_What is expected:_ Send back the entries exactly as they were given.

_Dataset records:_
○ ○ ○ ○

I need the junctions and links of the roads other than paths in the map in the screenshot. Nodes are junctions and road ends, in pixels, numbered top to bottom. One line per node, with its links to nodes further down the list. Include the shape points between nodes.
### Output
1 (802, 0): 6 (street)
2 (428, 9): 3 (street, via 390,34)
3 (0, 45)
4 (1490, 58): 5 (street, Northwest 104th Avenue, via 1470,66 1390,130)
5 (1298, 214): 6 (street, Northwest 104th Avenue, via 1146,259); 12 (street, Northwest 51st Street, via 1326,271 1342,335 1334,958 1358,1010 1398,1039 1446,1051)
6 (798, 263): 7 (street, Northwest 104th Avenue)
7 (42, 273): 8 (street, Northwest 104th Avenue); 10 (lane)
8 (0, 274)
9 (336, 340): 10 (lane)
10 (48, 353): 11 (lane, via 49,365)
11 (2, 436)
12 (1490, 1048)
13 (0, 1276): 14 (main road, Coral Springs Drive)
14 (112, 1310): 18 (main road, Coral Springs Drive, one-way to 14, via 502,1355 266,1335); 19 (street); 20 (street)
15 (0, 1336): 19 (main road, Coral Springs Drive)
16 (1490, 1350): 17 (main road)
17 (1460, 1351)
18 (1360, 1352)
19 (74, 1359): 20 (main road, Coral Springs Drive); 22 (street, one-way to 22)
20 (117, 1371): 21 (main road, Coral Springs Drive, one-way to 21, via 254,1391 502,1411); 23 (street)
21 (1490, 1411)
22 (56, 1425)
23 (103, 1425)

○ ○ ○ ○

_Written solution:_
I need the junctions and links of the roads other than paths in the map in the screenshot. Nodes are junctions and road ends, in pixels, numbered top to bottom. One line per node, with its links to nodes further down the list. Include the shape points between nodes.
### Output
1 (802, 0): 6 (street)
2 (428, 9): 3 (street, via 390,34)
3 (0, 45)
4 (1490, 58): 5 (street, Northwest 104th Avenue, via 1470,66 1390,130)
5 (1298, 214): 6 (street, Northwest 104th Avenue, via 1146,259); 12 (street, Northwest 51st Street, via 1326,271 1342,335 1334,958 1358,1010 1398,1039 1446,1051)
6 (798, 263): 7 (street, Northwest 104th Avenue)
7 (42, 273): 8 (street, Northwest 104th Avenue); 10 (lane)
8 (0, 274)
9 (336, 340): 10 (lane)
10 (48, 353): 11 (lane, via 49,365)
11 (2, 436)
12 (1490, 1048)
13 (0, 1276): 14 (main road, Coral Springs Drive)
14 (112, 1310): 18 (main road, Coral Springs Drive, one-way to 14, via 502,1355 266,1335); 19 (street); 20 (street)
15 (0, 1336): 19 (main road, Coral Springs Drive)
16 (1490, 1350): 17 (main road)
17 (1460, 1351)
18 (1360, 1352)
19 (74, 1359): 20 (main road, Coral Springs Drive); 22 (street, one-way to 22)
20 (117, 1371): 21 (main road, Coral Springs Drive, one-way to 21, via 254,1391 502,1411); 23 (street)
21 (1490, 1411)
22 (56, 1425)
23 (103, 1425)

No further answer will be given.